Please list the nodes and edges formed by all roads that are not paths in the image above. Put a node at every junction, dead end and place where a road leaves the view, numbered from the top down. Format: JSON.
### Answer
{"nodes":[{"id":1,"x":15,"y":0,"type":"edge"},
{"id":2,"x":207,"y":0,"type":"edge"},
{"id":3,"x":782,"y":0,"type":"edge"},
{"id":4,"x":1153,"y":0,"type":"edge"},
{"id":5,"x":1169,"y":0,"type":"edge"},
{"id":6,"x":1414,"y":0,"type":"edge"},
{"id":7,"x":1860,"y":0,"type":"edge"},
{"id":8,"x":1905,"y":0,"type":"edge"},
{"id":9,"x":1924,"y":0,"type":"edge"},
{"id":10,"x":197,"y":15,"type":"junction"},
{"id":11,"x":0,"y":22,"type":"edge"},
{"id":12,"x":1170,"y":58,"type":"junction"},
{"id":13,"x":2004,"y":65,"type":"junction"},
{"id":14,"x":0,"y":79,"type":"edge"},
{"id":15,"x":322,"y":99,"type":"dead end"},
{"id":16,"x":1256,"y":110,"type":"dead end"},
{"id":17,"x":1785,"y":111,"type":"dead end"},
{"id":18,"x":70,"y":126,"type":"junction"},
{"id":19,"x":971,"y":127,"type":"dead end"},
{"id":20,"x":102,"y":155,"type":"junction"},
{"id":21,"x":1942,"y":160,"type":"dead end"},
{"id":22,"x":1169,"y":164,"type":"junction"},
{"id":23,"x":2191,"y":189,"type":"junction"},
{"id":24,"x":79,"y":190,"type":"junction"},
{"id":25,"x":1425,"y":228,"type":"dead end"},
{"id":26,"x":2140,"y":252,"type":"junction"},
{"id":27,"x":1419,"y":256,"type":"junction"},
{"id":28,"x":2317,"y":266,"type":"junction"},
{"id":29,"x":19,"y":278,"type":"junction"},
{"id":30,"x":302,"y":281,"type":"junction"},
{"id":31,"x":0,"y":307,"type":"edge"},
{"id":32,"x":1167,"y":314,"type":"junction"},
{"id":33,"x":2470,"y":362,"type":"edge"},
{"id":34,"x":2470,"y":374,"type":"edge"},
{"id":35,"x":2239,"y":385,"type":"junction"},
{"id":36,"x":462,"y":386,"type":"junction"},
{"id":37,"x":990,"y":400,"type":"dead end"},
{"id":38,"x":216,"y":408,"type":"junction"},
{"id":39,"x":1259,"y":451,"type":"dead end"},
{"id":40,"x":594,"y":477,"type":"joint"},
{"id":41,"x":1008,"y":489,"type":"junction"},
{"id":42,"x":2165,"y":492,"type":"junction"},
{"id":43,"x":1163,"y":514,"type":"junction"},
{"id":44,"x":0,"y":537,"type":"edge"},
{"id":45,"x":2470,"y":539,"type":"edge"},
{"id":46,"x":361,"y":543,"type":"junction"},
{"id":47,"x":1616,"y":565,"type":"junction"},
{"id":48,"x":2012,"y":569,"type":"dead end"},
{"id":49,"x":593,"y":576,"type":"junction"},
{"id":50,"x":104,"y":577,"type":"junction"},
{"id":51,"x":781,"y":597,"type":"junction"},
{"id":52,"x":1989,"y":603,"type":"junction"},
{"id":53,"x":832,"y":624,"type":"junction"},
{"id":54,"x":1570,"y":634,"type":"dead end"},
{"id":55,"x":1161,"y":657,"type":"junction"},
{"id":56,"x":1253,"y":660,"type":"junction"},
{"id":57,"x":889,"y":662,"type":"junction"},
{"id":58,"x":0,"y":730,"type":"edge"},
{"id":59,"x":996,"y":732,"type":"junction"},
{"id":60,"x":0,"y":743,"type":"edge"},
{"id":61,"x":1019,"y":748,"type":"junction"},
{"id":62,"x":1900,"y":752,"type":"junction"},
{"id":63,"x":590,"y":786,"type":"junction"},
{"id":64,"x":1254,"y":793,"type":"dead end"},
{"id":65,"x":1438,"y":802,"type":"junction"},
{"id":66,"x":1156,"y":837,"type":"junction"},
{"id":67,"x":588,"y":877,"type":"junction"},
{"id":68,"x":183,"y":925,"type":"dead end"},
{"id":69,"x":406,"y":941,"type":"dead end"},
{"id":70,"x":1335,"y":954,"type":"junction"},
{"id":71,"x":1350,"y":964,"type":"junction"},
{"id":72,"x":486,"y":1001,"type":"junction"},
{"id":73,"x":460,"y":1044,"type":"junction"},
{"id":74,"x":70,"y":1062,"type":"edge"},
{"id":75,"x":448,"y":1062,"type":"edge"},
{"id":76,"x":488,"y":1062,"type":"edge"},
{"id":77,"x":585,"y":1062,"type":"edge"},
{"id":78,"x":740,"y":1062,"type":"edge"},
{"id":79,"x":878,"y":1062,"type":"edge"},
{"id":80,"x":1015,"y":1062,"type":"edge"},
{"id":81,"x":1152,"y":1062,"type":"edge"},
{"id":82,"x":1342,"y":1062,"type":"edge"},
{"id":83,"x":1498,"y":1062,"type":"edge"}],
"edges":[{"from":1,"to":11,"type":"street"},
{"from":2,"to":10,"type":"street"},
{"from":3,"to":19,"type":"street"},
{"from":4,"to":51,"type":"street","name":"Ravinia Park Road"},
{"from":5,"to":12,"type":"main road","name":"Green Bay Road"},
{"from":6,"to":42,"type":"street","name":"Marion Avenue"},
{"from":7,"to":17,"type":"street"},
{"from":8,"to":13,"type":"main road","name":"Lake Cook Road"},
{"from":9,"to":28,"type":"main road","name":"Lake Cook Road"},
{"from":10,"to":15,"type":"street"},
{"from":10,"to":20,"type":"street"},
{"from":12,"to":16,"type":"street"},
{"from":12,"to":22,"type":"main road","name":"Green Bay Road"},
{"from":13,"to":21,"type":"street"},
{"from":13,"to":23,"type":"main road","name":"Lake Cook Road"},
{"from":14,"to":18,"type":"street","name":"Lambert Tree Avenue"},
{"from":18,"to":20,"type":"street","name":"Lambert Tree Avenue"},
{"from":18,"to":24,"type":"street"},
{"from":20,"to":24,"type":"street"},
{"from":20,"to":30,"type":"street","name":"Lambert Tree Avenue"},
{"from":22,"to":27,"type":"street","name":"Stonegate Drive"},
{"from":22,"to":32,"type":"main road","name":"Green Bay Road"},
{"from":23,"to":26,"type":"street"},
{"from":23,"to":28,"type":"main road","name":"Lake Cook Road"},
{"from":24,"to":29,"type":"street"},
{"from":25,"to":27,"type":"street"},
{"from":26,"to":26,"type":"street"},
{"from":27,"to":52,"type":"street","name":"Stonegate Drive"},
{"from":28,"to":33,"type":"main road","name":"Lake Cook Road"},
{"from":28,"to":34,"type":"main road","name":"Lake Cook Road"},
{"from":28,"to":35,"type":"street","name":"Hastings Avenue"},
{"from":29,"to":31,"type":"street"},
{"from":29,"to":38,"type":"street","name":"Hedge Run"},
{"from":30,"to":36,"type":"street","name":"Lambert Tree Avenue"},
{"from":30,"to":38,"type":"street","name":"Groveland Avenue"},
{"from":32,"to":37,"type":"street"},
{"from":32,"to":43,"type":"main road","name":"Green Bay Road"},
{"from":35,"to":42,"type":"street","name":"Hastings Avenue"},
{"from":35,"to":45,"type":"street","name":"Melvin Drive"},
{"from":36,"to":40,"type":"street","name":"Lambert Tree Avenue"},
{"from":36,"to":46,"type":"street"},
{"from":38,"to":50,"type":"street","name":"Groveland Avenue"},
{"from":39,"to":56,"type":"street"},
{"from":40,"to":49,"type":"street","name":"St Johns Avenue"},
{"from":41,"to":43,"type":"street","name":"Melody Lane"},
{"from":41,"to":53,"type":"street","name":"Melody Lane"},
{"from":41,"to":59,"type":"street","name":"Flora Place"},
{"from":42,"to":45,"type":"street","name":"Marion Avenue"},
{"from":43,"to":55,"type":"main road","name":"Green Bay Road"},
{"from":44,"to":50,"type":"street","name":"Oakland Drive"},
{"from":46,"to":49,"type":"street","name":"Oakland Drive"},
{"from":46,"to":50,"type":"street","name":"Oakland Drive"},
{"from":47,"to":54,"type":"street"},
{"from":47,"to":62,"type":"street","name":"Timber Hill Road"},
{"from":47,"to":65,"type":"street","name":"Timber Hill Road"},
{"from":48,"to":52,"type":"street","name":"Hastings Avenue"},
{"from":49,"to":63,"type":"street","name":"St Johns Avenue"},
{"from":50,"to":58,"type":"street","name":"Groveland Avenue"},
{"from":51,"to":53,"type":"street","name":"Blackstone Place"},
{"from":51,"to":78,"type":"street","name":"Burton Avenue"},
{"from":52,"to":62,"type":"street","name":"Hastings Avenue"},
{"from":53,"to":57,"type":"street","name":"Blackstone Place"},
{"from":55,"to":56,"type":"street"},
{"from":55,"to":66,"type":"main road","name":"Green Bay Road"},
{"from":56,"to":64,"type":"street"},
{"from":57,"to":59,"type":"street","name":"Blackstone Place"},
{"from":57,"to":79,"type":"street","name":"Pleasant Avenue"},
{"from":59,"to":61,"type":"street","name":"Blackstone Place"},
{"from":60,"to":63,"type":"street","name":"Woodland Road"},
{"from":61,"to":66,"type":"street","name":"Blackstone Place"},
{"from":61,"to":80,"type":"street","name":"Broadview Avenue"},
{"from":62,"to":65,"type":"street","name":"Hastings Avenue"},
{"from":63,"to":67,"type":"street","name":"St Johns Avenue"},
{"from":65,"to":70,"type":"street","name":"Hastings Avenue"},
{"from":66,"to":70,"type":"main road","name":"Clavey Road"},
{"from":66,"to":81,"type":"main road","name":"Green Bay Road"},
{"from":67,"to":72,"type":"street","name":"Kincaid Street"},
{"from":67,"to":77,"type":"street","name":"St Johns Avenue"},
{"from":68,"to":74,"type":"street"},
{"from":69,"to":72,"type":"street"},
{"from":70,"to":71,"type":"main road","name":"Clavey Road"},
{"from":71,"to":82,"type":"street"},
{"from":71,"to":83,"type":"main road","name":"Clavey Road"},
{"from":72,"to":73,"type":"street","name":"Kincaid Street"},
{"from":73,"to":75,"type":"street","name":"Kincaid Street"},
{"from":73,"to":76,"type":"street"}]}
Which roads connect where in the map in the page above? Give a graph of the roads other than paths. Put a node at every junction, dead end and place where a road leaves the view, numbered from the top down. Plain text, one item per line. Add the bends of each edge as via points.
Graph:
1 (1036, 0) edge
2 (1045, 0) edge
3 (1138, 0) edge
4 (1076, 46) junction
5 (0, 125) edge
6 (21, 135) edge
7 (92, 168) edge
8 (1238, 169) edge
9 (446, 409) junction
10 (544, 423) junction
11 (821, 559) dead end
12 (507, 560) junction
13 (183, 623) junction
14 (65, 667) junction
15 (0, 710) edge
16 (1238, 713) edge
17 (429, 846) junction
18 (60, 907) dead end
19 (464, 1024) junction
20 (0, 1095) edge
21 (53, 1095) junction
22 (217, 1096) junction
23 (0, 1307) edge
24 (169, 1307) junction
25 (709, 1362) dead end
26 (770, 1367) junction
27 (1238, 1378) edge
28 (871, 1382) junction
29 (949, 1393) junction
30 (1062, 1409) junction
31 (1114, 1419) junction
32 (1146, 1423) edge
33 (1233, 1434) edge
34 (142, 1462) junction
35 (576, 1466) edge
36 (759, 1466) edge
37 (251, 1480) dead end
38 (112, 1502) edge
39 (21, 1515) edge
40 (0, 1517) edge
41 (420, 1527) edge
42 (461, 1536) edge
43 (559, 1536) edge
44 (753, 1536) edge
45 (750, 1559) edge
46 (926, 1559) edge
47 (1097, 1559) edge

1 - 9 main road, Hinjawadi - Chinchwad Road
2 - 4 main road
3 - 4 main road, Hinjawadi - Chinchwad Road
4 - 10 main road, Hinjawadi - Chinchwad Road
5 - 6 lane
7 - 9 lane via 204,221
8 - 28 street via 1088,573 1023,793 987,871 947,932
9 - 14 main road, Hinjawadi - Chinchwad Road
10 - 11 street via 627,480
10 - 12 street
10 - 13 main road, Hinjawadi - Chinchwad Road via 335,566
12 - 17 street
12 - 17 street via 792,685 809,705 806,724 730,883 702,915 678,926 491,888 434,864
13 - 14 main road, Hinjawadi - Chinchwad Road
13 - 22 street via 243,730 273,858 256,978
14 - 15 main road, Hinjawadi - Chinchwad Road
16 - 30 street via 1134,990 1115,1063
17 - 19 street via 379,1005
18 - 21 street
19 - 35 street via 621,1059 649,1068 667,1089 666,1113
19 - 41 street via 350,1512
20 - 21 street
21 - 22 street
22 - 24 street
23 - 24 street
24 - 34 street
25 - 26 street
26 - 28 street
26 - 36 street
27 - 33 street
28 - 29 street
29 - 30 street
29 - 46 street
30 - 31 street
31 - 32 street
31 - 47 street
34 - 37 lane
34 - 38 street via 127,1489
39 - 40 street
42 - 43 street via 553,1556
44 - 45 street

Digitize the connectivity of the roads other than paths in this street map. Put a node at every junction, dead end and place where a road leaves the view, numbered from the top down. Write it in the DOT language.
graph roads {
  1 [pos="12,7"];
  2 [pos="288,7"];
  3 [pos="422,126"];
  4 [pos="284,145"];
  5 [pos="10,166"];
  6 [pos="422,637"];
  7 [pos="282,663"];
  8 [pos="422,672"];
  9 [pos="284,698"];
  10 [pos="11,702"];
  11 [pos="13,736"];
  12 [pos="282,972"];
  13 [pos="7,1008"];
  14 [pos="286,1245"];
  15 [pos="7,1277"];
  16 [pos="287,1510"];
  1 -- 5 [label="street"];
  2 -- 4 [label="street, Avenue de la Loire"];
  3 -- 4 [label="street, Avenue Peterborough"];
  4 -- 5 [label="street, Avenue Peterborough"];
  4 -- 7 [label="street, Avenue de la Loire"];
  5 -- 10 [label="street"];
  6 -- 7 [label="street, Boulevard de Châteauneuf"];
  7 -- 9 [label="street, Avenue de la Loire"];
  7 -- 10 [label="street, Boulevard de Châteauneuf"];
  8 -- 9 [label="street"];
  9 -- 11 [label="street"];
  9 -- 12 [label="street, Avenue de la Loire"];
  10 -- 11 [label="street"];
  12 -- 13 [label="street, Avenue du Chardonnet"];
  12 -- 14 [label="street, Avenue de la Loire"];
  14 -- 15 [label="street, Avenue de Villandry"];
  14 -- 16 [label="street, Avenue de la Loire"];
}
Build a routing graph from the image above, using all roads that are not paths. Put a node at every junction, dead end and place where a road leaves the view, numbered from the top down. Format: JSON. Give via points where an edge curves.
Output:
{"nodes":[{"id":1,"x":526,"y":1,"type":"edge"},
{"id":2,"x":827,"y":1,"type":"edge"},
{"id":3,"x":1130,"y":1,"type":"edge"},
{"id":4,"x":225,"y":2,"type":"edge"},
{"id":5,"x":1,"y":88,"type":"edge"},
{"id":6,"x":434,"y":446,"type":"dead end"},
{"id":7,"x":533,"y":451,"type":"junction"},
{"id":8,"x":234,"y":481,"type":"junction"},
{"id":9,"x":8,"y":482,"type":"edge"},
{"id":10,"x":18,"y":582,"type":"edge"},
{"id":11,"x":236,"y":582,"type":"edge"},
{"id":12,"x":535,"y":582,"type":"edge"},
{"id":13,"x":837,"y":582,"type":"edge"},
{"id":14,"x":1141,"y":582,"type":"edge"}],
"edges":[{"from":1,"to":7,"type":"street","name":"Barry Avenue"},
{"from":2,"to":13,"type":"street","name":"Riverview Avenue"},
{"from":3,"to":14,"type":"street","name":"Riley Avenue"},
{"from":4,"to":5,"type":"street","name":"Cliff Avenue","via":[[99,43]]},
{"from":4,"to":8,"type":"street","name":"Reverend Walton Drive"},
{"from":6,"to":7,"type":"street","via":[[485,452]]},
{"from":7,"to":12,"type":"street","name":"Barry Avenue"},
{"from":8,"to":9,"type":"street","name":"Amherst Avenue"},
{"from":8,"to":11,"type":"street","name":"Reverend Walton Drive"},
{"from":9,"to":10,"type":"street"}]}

+++

- **To do**
Find the number of lines in the records that include the word "Hinjawadi". Write only that number.

- **Response below**
7